Task prompt: In the records below, find the line that contains "ctx.setLineDash(dash || []);" and the line that contains "[464,937,622,902,731,927,739,935]", then retype exactly those two lines and every line between them.

(Collected data entries)
=== Begin Enclosure ===

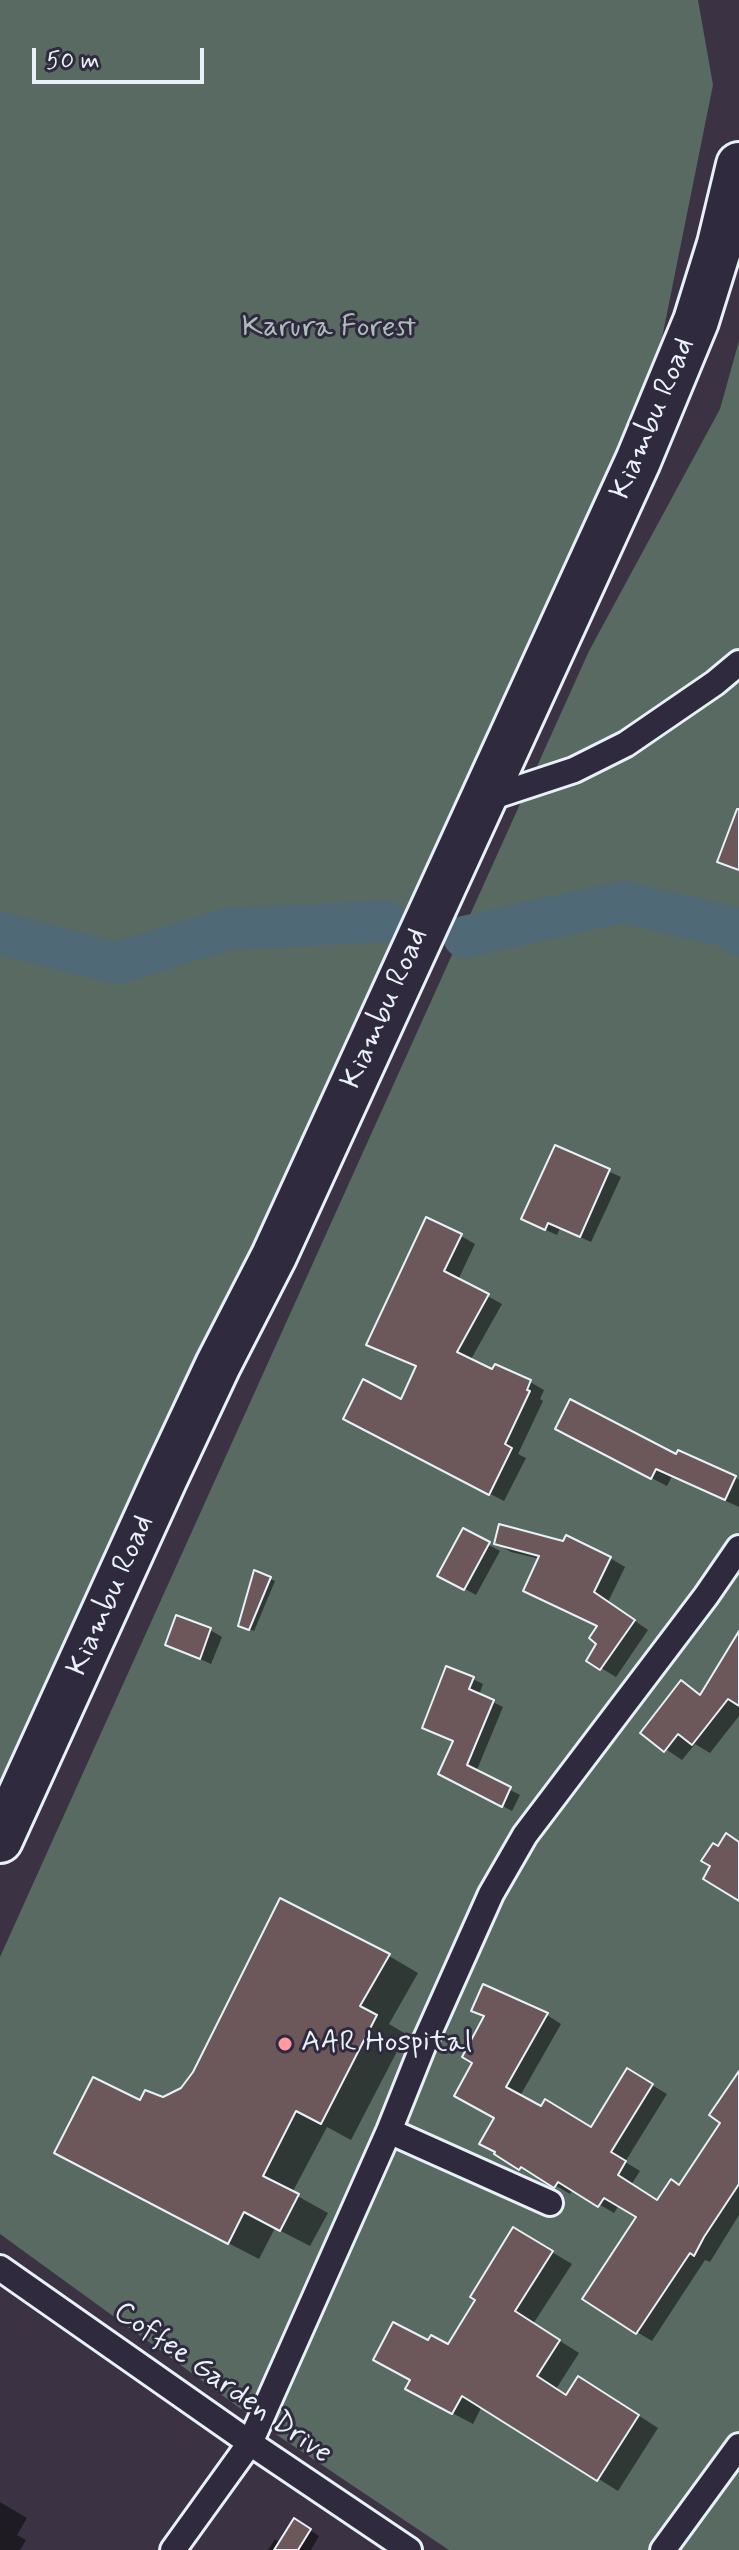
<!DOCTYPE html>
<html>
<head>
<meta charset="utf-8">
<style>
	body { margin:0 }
	#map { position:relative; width:739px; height:2550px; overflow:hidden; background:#3b3343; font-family:Mynerve,sans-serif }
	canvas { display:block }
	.scale { position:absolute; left:32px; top:48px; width:172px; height:36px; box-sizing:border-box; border:4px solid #e8f1f8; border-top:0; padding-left:10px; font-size:24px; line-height:28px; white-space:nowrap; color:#e8f1f8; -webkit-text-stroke:6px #2f2a3d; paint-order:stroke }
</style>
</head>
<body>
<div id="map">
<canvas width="739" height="2550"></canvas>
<div class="scale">50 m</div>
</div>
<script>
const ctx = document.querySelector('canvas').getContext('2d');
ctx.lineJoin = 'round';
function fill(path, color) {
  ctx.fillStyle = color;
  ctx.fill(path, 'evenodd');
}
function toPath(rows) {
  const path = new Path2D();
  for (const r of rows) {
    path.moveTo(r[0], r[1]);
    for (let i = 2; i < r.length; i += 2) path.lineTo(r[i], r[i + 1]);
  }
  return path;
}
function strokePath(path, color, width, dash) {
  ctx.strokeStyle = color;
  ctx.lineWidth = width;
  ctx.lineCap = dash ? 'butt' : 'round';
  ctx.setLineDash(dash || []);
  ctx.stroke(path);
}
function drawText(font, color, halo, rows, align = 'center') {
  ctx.font = font + ' Mynerve,sans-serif';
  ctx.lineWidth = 6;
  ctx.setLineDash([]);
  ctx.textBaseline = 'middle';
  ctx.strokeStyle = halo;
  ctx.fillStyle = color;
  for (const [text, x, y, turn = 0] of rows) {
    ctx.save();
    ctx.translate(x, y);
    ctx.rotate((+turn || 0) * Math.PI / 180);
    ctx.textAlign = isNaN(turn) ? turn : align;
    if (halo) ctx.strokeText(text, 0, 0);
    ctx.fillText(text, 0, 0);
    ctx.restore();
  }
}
fill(toPath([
	[0,0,698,0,713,85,640,447,0,1825],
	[739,341,739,2550,449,2550,277,2435,0,2234,0,1957,589,651,720,409]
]), '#586a62');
fill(toPath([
	[556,1148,621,1177,591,1242,560,1228,557,1235,535,1225],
	[461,1236,475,1244,458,1280,502,1304,470,1361,493,1372,530,1382,544,1390,540,1399,543,1401,518,1454,526,1458,504,1501,359,1426,402,1401,418,1367,369,1344],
	[572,1437,677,1457,735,1477,739,1480,739,1507,672,1476,667,1486],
	[464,1531,500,1551,476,1595,440,1575],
	[496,1543,610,1558,625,1567,608,1602,648,1630,616,1677,588,1660,599,1643,600,1626,540,1559,511,1552],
	[270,1579,275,1581,254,1631,245,1628],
	[210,1630,222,1637,211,1664,167,1644],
	[739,1648,739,1716,710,1753,695,1744,682,1760,642,1733,681,1683,702,1696],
	[473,1679,483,1684,479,1695,503,1707,476,1772,520,1795,512,1811,441,1773,455,1742,424,1727],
	[389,1956,418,1973,389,2024,406,2034,351,2140,327,2127,292,2193,328,2213,310,2246,275,2228,259,2259,87,2170,141,2103,164,2099],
	[547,2015,561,2024,520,2096,592,2129,628,2071,667,2094,625,2162,640,2171,631,2185,658,2202,680,2187,723,2122,739,2074,739,2215,710,2262,705,2260,652,2341,637,2332,639,2217,619,2205,614,2213,573,2189,570,2194,537,2174,535,2177,520,2168,482,2143,496,2118,457,2095],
	[513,2229,572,2264,533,2324,579,2353,556,2389,568,2397,599,2390,658,2428,618,2491,482,2406,473,2424,428,2400,429,2343,449,2346,477,2299],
	[0,2502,27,2518,17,2535,26,2540,20,2550,0,2550],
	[295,2520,319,2536,311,2550,268,2550,275,2539,281,2543]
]), '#0007');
strokePath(toPath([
	[0,933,117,963,228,929,386,921],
	[464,937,622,902,731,927,739,935]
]), '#4f6977', 42);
const building = toPath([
	[737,809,739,809,739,870,717,862,737,809],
	[555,1145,610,1169,580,1237,548,1223,545,1230,521,1219,555,1145],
	[426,1217,462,1234,444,1271,489,1294,457,1352,492,1369,495,1364,531,1380,527,1390,530,1391,505,1444,512,1448,489,1495,343,1419,363,1379,401,1399,416,1366,366,1345,426,1217],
	[570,1399,676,1454,678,1450,736,1476,725,1500,656,1469,651,1479,555,1429,570,1399],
	[499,1524,563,1541,566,1535,611,1557,594,1592,635,1620,600,1670,586,1661,596,1644,589,1638,597,1626,523,1591,539,1556,494,1544,499,1524],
	[463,1528,490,1542,464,1590,437,1576,463,1528],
	[254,1570,271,1577,249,1630,238,1626,254,1570],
	[176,1615,211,1628,200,1659,165,1645,176,1615],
	[739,1631,739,1706,728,1699,692,1745,678,1734,664,1752,640,1733,681,1680,700,1695,739,1631],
	[446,1666,474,1677,469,1689,494,1700,467,1765,511,1787,502,1807,438,1774,453,1741,422,1728,446,1666],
	[726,1833,739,1842,739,1901,703,1879,710,1866,701,1861,713,1843,718,1846,726,1833],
	[280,1898,390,1954,360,2006,377,2015,321,2124,296,2111,263,2176,299,2194,280,2231,244,2212,228,2244,54,2153,93,2077,140,2100,145,2090,163,2097,181,2088,193,2072,280,1898],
	[483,1984,548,2013,506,2087,541,2106,545,2099,591,2127,627,2068,653,2084,611,2152,626,2161,618,2175,657,2200,671,2179,679,2185,720,2123,709,2115,739,2071,739,2184,704,2237,694,2256,690,2253,636,2334,582,2299,636,2217,604,2198,598,2207,558,2182,554,2188,521,2167,519,2170,494,2154,495,2152,479,2144,494,2118,454,2096,472,2063,462,2057,484,2016,471,2011,483,1984],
	[513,2227,553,2251,515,2311,560,2340,537,2376,566,2395,578,2376,639,2415,597,2481,462,2396,452,2414,405,2389,410,2380,373,2360,393,2322,428,2340,431,2335,448,2344,475,2300,470,2297,513,2227],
	[294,2518,311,2529,298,2550,274,2550,294,2518]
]);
fill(building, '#6c575a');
strokePath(building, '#e8f1f8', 2);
const street = toPath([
	[483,800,574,770,626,744,715,683,739,663],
	[389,2131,550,2203],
	[0,2268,250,2443,409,2550],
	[173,2550,250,2443,389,2131,423,2046,491,1894,525,1835,706,1596,739,1548],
	[663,2550,739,2446]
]);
const highway = toPath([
	[0,1840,164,1480,218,1365,274,1256,638,461,696,321,720,244,739,165]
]);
strokePath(street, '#e8f1f8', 30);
strokePath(highway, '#e8f1f8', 50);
strokePath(street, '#2f2a3d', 24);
strokePath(highway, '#2f2a3d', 44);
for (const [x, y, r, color] of [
	[285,2044,8,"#ff9aa2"]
]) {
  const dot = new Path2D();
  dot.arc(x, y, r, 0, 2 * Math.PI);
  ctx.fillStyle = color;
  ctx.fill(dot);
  strokePath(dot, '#2f2a3d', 3);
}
drawText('30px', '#aebbbc', '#2f2a3d', [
	["Karura Forest",329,329]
]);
drawText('30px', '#e8f1f8', '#2f2a3d', [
	["Kiambu Road",654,419,-67],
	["Kiambu Road",386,1009,-66],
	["Kiambu Road",112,1596,-66],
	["Coffee Garden Drive",222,2384,35]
]);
drawText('30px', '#e8f1f8', '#2f2a3d', [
	["AAR Hospital",301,2044]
], 'left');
</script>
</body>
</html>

=== End Enclosure ===

Solution to the problem:
  ctx.setLineDash(dash || []);
  ctx.stroke(path);
}
function drawText(font, color, halo, rows, align = 'center') {
  ctx.font = font + ' Mynerve,sans-serif';
  ctx.lineWidth = 6;
  ctx.setLineDash([]);
  ctx.textBaseline = 'middle';
  ctx.strokeStyle = halo;
  ctx.fillStyle = color;
  for (const [text, x, y, turn = 0] of rows) {
    ctx.save();
    ctx.translate(x, y);
    ctx.rotate((+turn || 0) * Math.PI / 180);
    ctx.textAlign = isNaN(turn) ? turn : align;
    if (halo) ctx.strokeText(text, 0, 0);
    ctx.fillText(text, 0, 0);
    ctx.restore();
  }
}
fill(toPath([
	[0,0,698,0,713,85,640,447,0,1825],
	[739,341,739,2550,449,2550,277,2435,0,2234,0,1957,589,651,720,409]
]), '#586a62');
fill(toPath([
	[556,1148,621,1177,591,1242,560,1228,557,1235,535,1225],
	[461,1236,475,1244,458,1280,502,1304,470,1361,493,1372,530,1382,544,1390,540,1399,543,1401,518,1454,526,1458,504,1501,359,1426,402,1401,418,1367,369,1344],
	[572,1437,677,1457,735,1477,739,1480,739,1507,672,1476,667,1486],
	[464,1531,500,1551,476,1595,440,1575],
	[496,1543,610,1558,625,1567,608,1602,648,1630,616,1677,588,1660,599,1643,600,1626,540,1559,511,1552],
	[270,1579,275,1581,254,1631,245,1628],
	[210,1630,222,1637,211,1664,167,1644],
	[739,1648,739,1716,710,1753,695,1744,682,1760,642,1733,681,1683,702,1696],
	[473,1679,483,1684,479,1695,503,1707,476,1772,520,1795,512,1811,441,1773,455,1742,424,1727],
	[389,1956,418,1973,389,2024,406,2034,351,2140,327,2127,292,2193,328,2213,310,2246,275,2228,259,2259,87,2170,141,2103,164,2099],
	[547,2015,561,2024,520,2096,592,2129,628,2071,667,2094,625,2162,640,2171,631,2185,658,2202,680,2187,723,2122,739,2074,739,2215,710,2262,705,2260,652,2341,637,2332,639,2217,619,2205,614,2213,573,2189,570,2194,537,2174,535,2177,520,2168,482,2143,496,2118,457,2095],
	[513,2229,572,2264,533,2324,579,2353,556,2389,568,2397,599,2390,658,2428,618,2491,482,2406,473,2424,428,2400,429,2343,449,2346,477,2299],
	[0,2502,27,2518,17,2535,26,2540,20,2550,0,2550],
	[295,2520,319,2536,311,2550,268,2550,275,2539,281,2543]
]), '#0007');
strokePath(toPath([
	[0,933,117,963,228,929,386,921],
	[464,937,622,902,731,927,739,935]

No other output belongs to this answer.